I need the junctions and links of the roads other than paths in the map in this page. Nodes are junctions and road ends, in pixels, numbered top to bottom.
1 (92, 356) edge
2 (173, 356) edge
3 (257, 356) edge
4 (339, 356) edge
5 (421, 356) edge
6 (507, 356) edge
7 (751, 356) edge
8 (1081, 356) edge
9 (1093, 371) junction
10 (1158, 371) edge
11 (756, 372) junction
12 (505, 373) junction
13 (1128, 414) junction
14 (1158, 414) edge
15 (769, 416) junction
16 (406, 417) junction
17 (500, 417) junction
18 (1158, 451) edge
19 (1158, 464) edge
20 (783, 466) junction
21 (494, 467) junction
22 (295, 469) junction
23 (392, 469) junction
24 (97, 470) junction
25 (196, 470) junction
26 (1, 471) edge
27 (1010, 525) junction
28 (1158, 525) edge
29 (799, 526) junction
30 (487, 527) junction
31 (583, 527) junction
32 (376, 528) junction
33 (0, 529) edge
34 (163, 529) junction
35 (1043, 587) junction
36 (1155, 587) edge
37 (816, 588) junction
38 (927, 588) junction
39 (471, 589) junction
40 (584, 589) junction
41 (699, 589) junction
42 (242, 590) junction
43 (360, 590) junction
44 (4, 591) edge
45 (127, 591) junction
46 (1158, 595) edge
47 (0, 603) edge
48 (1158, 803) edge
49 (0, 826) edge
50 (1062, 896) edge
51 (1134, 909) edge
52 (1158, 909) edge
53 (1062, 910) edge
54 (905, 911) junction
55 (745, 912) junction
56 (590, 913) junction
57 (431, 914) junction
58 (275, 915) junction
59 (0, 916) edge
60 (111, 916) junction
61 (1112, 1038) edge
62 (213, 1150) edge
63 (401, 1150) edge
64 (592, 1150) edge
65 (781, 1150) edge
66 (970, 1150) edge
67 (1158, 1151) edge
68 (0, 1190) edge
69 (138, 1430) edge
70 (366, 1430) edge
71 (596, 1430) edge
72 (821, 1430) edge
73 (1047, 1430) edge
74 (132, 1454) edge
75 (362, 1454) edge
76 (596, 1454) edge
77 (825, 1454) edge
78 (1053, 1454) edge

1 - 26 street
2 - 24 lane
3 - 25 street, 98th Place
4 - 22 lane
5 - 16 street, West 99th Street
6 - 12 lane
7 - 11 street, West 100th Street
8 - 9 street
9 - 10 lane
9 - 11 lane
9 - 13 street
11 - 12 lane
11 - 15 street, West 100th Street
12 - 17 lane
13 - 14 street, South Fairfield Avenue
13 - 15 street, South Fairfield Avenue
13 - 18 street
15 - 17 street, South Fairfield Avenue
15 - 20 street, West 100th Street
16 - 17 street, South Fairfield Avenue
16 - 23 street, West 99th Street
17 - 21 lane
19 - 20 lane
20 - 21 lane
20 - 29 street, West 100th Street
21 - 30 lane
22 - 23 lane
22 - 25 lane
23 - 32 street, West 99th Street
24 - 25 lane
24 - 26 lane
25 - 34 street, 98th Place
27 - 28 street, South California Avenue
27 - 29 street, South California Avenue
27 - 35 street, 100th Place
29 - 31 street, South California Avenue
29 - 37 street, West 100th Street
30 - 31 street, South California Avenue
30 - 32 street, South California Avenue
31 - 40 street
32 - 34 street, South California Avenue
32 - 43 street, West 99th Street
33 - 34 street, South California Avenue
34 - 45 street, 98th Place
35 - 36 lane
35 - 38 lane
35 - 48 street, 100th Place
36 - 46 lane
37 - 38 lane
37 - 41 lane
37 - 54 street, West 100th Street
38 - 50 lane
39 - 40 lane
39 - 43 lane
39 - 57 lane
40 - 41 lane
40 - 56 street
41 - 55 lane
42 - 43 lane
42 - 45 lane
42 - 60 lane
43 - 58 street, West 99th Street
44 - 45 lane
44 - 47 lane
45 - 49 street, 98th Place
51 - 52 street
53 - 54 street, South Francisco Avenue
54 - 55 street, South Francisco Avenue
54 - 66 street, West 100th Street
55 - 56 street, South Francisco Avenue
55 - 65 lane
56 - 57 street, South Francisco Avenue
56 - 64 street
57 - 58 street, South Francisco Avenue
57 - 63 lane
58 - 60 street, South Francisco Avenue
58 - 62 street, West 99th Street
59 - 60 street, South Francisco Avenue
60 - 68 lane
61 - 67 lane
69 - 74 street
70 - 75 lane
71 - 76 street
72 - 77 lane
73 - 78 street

• What you have to do
Select all lines in the listing that include the word "Place".

• Final answer
3 - 25 street, 98th Place
25 - 34 street, 98th Place
27 - 35 street, 100th Place
34 - 45 street, 98th Place
35 - 48 street, 100th Place
45 - 49 street, 98th Place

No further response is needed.